Task description –
Each entry below is to be printed verbatim.

Data records:
+ + + +

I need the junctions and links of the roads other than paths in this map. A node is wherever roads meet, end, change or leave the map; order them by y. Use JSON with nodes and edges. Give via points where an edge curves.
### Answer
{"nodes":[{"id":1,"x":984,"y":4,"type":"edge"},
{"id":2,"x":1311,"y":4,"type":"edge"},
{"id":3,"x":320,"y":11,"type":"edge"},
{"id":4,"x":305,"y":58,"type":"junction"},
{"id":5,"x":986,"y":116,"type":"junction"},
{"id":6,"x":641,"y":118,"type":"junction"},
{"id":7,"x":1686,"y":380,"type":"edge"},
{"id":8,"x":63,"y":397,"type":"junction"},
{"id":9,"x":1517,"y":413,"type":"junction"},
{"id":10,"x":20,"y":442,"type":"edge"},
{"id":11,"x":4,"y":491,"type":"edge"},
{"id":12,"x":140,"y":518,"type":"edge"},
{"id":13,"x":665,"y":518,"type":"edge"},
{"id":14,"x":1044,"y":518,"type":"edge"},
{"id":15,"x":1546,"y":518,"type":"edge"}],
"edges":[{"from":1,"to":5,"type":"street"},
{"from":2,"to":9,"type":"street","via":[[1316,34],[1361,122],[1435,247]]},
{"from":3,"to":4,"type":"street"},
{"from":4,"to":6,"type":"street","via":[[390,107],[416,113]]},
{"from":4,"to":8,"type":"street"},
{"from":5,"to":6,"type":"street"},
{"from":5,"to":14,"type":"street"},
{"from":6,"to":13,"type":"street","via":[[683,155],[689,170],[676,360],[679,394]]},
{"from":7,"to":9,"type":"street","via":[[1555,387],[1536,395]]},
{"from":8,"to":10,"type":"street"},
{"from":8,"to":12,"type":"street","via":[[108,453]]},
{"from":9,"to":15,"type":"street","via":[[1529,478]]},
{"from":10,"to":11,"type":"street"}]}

+ + + +

Answer space –
I need the junctions and links of the roads other than paths in this map. A node is wherever roads meet, end, change or leave the map; order them by y. Use JSON with nodes and edges. Give via points where an edge curves.
### Answer
{"nodes":[{"id":1,"x":984,"y":4,"type":"edge"},
{"id":2,"x":1311,"y":4,"type":"edge"},
{"id":3,"x":320,"y":11,"type":"edge"},
{"id":4,"x":305,"y":58,"type":"junction"},
{"id":5,"x":986,"y":116,"type":"junction"},
{"id":6,"x":641,"y":118,"type":"junction"},
{"id":7,"x":1686,"y":380,"type":"edge"},
{"id":8,"x":63,"y":397,"type":"junction"},
{"id":9,"x":1517,"y":413,"type":"junction"},
{"id":10,"x":20,"y":442,"type":"edge"},
{"id":11,"x":4,"y":491,"type":"edge"},
{"id":12,"x":140,"y":518,"type":"edge"},
{"id":13,"x":665,"y":518,"type":"edge"},
{"id":14,"x":1044,"y":518,"type":"edge"},
{"id":15,"x":1546,"y":518,"type":"edge"}],
"edges":[{"from":1,"to":5,"type":"street"},
{"from":2,"to":9,"type":"street","via":[[1316,34],[1361,122],[1435,247]]},
{"from":3,"to":4,"type":"street"},
{"from":4,"to":6,"type":"street","via":[[390,107],[416,113]]},
{"from":4,"to":8,"type":"street"},
{"from":5,"to":6,"type":"street"},
{"from":5,"to":14,"type":"street"},
{"from":6,"to":13,"type":"street","via":[[683,155],[689,170],[676,360],[679,394]]},
{"from":7,"to":9,"type":"street","via":[[1555,387],[1536,395]]},
{"from":8,"to":10,"type":"street"},
{"from":8,"to":12,"type":"street","via":[[108,453]]},
{"from":9,"to":15,"type":"street","via":[[1529,478]]},
{"from":10,"to":11,"type":"street"}]}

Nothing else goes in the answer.